South Charlotte

There are no strangers at Hinson’s Drive-In

Sixty years ago, twins Donald and Ronald Hinson opened a curbside drive-in restaurant on U.S. 74 at the Mecklenburg-Union county border.

Customers came from Charlotte and Monroe to mingle with friends and eat at Hinson’s Drive-In.

In a time where people and businesses are easily replaced, Hinson’s is a landmark.

“We’ve been lucky,” said Donald’s son and Hinson’s current owner, Phil Hinson, 52. “We made it through the hard times.”

A 60th anniversary celebration is planned for noon-7 p.m. Sept. 20, featuring bands and outdoor games. Hamburgers, hot dogs and barbecue will be on the menu.

In 1954, hot dogs cost 15 cents and hamburgers and beers were 25 cents. Bathrooms were outside. A jukebox played music and locals gathered under an awning.

Phil Hinson started running the restaurant at age 19. A native of Union County, he grew up behind what is now Monroe Mall. Phil said he actually started cooking on the existing flattop grill about 6 or 7 years old.

He said his father and uncle would be working at Hinson’s and stop to take a smoke break. If he asked for something to eat, they’d tell him to go cook whatever he wanted.

He’s still cooking, now working 50-55 hours a week.

Leslie Helms is the only other employee at the restaurant and has been there for 10 years. Phil’s daughter and son help out occasionally.

Phil Hinson and his wife, Tanya, have four children, ranging in age from 12 to 22. Although running a restaurant takes a lot of time, Phil has eked out enough extra time to coach some of his children’s sports teams over the years.

The restaurant is open 11 a.m.-11 p.m. Tuesday-Friday and 11 a.m.-7 p.m. Saturdays and Sundays.

Regulars belly up to the bar or grab a meal to go, as the restaurant has been expanded to allow dining inside. The days of curbside service are gone, but a jukebox still plays and there are tables outside.

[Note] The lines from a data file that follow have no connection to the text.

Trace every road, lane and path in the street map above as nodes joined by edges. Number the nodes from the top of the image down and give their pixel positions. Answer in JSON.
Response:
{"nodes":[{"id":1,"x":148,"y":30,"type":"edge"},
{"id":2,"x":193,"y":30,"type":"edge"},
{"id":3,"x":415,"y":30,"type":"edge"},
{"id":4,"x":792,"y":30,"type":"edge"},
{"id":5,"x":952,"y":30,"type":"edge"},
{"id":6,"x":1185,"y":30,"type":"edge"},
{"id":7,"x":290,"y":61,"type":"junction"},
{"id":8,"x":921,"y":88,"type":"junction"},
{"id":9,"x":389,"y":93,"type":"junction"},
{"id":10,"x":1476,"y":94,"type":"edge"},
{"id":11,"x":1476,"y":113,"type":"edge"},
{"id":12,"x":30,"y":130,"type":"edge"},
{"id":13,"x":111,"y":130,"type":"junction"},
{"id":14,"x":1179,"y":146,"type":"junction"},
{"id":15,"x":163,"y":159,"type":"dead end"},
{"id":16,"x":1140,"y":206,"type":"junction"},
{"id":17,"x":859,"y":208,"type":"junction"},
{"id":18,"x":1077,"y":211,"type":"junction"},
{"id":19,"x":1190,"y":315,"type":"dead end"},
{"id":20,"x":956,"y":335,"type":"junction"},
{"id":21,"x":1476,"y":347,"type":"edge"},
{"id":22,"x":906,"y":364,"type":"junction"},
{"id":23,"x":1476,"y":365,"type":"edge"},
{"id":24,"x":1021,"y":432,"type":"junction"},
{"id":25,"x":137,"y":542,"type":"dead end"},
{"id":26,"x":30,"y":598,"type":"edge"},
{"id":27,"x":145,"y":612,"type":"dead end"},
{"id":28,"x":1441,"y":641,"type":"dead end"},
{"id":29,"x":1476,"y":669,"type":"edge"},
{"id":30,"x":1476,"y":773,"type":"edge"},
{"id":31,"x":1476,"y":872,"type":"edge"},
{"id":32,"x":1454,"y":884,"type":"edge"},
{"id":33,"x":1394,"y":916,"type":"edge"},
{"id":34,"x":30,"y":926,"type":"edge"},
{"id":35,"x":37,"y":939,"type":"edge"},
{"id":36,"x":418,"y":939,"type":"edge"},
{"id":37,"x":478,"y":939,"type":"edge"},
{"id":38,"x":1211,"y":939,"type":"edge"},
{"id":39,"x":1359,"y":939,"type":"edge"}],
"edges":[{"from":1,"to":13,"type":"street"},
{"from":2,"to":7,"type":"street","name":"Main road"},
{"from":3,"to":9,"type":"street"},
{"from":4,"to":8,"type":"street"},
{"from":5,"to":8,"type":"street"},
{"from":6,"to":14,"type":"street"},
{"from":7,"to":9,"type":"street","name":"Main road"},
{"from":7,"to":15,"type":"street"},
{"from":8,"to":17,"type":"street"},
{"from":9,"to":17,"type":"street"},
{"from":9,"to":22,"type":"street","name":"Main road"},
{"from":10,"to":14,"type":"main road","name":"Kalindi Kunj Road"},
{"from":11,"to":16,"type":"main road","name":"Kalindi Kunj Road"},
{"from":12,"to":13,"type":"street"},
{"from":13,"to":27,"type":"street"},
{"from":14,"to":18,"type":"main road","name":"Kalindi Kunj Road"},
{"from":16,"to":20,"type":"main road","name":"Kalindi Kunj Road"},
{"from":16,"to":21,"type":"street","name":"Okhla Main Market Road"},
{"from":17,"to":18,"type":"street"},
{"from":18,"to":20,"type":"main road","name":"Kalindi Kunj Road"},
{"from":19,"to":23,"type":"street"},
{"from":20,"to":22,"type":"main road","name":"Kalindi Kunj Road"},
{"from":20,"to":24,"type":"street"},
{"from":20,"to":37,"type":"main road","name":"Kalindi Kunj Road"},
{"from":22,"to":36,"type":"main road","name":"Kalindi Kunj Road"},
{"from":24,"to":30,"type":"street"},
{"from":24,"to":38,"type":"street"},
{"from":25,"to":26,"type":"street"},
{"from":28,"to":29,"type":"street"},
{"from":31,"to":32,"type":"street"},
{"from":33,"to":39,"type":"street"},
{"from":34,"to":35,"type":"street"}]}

A pool table and dartboard in a back room are there for customers to play. Bands including Three Point Hitch and Welfare Baby play at the eatery on Friday nights.

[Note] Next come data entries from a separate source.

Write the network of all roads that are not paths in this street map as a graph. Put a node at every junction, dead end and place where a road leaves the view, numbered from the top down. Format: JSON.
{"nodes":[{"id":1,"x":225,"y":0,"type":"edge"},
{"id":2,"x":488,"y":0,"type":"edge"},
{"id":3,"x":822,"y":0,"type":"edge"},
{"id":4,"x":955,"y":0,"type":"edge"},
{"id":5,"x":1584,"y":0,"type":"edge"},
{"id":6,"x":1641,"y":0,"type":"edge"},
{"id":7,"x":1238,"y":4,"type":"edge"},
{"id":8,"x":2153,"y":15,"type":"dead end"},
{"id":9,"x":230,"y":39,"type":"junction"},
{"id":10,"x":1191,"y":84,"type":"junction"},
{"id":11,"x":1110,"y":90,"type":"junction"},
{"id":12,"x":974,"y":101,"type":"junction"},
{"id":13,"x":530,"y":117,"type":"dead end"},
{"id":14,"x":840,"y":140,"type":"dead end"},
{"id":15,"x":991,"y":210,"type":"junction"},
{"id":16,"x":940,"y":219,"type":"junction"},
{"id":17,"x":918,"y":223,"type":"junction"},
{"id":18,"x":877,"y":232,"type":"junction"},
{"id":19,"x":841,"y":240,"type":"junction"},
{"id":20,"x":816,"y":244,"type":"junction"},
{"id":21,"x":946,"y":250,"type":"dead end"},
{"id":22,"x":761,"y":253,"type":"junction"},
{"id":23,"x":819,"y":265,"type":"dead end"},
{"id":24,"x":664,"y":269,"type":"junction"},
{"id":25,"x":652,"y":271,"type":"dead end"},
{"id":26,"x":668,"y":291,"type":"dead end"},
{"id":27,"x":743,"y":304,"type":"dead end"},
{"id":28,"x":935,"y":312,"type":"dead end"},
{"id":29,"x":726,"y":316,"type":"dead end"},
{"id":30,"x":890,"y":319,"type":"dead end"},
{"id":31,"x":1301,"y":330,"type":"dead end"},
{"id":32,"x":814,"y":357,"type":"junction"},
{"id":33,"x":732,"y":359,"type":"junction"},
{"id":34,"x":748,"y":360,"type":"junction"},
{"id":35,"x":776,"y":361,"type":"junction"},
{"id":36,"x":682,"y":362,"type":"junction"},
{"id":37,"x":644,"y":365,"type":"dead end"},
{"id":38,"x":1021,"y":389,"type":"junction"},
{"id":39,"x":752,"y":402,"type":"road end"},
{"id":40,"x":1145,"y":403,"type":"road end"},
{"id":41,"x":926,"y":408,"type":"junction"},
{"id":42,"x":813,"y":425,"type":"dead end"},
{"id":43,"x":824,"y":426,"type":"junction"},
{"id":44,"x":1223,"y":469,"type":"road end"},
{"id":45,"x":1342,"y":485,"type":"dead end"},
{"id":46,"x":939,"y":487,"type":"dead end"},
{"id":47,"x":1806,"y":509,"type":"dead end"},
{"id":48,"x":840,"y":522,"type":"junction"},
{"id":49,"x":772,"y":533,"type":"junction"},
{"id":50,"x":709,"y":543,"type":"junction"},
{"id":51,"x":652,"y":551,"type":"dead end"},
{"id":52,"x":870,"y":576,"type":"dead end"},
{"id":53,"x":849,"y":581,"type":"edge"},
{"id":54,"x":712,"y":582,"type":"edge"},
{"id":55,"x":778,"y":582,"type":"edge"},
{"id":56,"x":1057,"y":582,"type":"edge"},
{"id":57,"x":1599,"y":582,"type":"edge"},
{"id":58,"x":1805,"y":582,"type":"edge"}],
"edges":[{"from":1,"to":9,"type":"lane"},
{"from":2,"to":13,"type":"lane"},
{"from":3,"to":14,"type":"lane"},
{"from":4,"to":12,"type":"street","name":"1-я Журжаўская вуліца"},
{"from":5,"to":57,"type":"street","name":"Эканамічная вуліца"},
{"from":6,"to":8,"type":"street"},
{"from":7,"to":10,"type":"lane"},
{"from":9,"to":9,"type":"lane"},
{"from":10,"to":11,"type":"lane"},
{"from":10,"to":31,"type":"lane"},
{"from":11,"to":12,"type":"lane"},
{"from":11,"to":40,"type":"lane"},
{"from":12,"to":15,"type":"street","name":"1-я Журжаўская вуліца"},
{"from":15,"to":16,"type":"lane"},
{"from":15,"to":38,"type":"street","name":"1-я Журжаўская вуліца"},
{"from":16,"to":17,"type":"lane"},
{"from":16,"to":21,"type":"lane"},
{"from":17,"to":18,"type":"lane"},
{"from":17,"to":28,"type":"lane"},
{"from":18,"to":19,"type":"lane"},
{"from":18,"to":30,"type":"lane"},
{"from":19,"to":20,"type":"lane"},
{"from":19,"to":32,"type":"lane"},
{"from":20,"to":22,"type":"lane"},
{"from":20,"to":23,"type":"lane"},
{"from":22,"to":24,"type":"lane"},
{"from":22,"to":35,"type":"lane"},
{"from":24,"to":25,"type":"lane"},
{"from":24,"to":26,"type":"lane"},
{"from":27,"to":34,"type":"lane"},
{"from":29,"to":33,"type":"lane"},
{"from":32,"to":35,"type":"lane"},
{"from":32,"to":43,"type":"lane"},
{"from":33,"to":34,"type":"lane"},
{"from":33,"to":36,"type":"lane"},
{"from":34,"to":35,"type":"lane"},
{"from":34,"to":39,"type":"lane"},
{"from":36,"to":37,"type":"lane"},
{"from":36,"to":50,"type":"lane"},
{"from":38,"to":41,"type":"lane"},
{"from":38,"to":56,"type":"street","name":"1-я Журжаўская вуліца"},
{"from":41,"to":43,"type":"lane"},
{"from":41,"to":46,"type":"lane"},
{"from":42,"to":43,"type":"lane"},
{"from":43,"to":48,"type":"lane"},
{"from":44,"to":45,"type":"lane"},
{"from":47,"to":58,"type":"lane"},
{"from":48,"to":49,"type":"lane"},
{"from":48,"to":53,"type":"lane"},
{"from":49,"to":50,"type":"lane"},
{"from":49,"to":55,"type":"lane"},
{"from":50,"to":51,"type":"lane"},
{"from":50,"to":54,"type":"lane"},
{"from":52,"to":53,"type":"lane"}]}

Several years ago, Hinson’s hamburger made it into the “Final 16 Burger Wars” in The Charlotte Observer.

“Burgers are my No. 1 seller,” Phil said. “Whatever people want, that’s what you’ll run out of.”

Hinson makes his own cole slaw; he also smokes his own turkeys, Boston butts and pork tenderloins for barbecue.

Although prices aren’t what they were 60 years ago, they haven’t gone up much. A house salad costs $2.75; a hot dog “all the way” is $2. Sandwiches are wrapped in wax paper and wine is served in plastic cups.

Don “Zero” Deason is a regular customer who has been coming to the restaurant since it opened. Deason went to Indian Trail High School – now Indian Trail Elementary – with the original Hinson’s owners.

“They’d come to school in a new Oldsmobile and I had to ride the school bus,” he said with a chuckle. “I graduated in ’55 and they graduated in ’53.”

Zero celebrated his own 60th birthday at Hinson’s 17 years ago. An old black-and-white picture of Donald and Ronald hangs on the wall.

Another Union County customer, Cindy Belk, calls herself a newbie because she’s been coming to Hinson’s for only five years.

“I come on Tuesdays and sometimes on Fridays,” she said. “I don’t have to stay at home by myself. I like everything, the people (and) the dynamite burgers.”

No one at Hinson’s is a stranger. Dennis Clark stops in on his way home from work.

“People have a good time, a peaceful time,” he said. “I stop in to see Phil and everybody … and the onion rings are great.”